3. Receiving Your Spouse's Answer to the Divorce Complaint

The served spouse has to answer your petition within a certain amount of time, usually about three weeks. The answer or response says how the served spouse would prefer to deal with divorce decisions. The answer will also say whether the served spouse agrees with the petition/complaint. If they don't answer the petition/complaint, the court assumes they agree to its terms and will grant the divorce as a default divorce.

4. Starting the Property Division Process and Exchanging Documents

The couple exchanges documents and information about issues such as property and income. By examining this information, the couple and the court can decide how to divide up property and how to deal with child support and spousal maintenance or alimony. The attorneys will help the couple determine marital property, such as which is community property and which is separate property.

5. Entering Mediation or Settlement

Sometimes, the couple can voluntarily resolve some or all of their issues through mediation. Some states require that divorcing couples go through this process. During mediation, the couples and their attorneys will negotiate the divorce terms. These mediation meetings may be called settlement conferences.

If a settlement is reached, the marital settlement agreement is shown to a judge at an informal court hearing. The judge will ask a few basic factual questions and whether each party understands and chooses to sign the agreement.

6. Obtaining Court Approval for a Settlement Agreement

If the judge approves the agreement and there is an uncontested divorce settlement agreement, the judge signs a divorce decree that shows what they agreed to. The couple is then legally divorced. If any issues are contested, or the judge does not approve the marital settlement agreement, the next step is for the divorce case to go to trial. The court clerk will set a trial date.

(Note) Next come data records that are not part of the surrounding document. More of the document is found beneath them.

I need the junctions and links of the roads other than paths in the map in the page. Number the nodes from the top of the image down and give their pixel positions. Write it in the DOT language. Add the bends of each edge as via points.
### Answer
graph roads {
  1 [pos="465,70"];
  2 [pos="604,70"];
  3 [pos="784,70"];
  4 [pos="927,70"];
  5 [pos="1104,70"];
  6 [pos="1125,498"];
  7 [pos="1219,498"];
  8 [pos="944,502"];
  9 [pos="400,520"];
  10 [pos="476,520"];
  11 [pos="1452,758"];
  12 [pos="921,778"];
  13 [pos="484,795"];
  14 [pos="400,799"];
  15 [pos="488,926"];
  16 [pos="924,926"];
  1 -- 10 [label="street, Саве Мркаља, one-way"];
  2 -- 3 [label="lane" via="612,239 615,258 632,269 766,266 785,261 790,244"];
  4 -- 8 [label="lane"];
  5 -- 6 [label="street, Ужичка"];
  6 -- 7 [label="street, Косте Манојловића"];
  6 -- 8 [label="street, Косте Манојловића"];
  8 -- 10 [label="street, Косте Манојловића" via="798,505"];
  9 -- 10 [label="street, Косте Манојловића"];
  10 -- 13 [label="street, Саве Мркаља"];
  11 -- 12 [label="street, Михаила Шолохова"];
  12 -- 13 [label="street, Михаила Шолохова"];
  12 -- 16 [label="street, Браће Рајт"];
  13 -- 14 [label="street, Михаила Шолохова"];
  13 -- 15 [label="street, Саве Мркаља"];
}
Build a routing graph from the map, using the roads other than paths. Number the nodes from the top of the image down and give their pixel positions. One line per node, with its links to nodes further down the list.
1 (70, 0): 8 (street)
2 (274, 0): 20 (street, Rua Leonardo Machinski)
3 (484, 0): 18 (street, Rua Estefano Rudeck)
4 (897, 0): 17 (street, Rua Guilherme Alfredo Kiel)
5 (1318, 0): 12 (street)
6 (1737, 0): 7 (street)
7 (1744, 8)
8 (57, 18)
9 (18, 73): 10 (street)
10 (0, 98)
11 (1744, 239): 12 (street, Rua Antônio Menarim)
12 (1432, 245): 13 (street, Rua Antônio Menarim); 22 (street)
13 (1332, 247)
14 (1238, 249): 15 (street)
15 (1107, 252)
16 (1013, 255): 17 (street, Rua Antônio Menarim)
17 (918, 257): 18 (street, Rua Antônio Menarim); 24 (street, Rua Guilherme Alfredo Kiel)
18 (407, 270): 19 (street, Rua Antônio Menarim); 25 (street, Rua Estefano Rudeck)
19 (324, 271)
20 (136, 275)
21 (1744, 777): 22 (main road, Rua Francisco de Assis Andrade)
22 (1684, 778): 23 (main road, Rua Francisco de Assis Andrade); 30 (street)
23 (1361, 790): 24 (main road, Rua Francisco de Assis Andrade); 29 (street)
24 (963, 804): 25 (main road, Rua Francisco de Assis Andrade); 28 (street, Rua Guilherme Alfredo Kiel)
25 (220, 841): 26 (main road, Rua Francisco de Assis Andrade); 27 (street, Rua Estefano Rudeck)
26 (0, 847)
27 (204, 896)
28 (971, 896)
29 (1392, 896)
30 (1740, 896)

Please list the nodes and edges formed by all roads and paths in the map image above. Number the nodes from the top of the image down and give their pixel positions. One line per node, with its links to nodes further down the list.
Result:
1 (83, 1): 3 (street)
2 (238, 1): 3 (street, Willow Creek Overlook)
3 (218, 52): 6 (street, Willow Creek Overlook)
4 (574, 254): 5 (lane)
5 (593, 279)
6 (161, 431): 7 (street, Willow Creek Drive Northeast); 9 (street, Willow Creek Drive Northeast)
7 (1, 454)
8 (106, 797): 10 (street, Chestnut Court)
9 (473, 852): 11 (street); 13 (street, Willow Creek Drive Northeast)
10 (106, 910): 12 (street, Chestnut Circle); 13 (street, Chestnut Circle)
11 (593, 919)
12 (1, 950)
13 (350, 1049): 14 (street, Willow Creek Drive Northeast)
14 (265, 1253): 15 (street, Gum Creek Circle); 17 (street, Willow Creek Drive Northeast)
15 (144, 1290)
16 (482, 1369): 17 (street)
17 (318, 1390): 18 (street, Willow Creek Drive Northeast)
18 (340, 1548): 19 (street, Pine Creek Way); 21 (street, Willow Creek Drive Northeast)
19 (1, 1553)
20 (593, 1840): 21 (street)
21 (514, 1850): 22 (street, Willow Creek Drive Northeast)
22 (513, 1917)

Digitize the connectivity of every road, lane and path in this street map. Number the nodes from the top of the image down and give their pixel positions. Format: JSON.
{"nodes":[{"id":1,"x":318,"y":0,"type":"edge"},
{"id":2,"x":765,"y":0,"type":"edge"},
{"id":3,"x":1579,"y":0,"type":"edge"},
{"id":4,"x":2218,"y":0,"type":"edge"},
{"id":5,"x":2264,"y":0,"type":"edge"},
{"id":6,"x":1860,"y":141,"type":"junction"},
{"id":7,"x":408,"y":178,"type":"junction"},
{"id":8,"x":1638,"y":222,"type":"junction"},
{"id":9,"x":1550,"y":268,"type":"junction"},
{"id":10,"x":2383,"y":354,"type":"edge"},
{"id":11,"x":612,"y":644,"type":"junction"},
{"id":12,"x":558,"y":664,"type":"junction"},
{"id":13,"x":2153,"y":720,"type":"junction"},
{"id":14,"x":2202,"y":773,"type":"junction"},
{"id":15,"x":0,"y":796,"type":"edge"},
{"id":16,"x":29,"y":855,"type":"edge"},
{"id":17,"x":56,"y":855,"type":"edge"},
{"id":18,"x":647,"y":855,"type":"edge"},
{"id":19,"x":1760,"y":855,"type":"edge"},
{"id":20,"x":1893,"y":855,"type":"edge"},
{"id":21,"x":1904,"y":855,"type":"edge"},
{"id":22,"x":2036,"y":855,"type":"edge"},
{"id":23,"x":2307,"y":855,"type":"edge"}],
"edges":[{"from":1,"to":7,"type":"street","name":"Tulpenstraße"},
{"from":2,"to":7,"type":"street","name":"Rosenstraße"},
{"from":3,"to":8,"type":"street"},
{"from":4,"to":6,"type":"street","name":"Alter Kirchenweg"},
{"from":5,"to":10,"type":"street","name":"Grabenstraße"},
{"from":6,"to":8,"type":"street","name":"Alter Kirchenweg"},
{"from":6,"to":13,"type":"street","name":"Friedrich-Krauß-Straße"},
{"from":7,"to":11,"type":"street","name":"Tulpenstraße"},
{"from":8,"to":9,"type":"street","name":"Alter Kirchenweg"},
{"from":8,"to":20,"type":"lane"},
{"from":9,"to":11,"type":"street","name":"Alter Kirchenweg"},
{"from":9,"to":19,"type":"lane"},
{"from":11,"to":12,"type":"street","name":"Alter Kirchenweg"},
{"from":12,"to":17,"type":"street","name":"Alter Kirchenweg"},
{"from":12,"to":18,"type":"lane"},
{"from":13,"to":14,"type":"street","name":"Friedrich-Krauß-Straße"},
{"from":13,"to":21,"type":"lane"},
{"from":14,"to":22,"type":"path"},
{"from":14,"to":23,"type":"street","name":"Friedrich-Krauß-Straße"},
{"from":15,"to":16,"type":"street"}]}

7. Proceeding to a Divorce Trial

At trial, evidence and arguments are presented by each side, and the judge decides on any unresolved issues, including child custody and visitation, child and spousal support, and property division. Once the judge has reached their decision, the judge grants the divorce. They will sign the divorce papers and enter a final judgment for the couple. This will legally close the divorce proceedings and result in the dissolution of the marriage. The divorce is complete.

8. Appealing the Judge's Decision

Either or both ex-spouses can appeal a judge's decision to a higher court. But it's unusual for an appeals court to overturn a judge's decision. Also, remember that settlements usually cannot be appealed if both spouses agree to their terms. However, if something needs to change, such as the child custody arrangement, you may be able to ask a court to modify the divorce decree.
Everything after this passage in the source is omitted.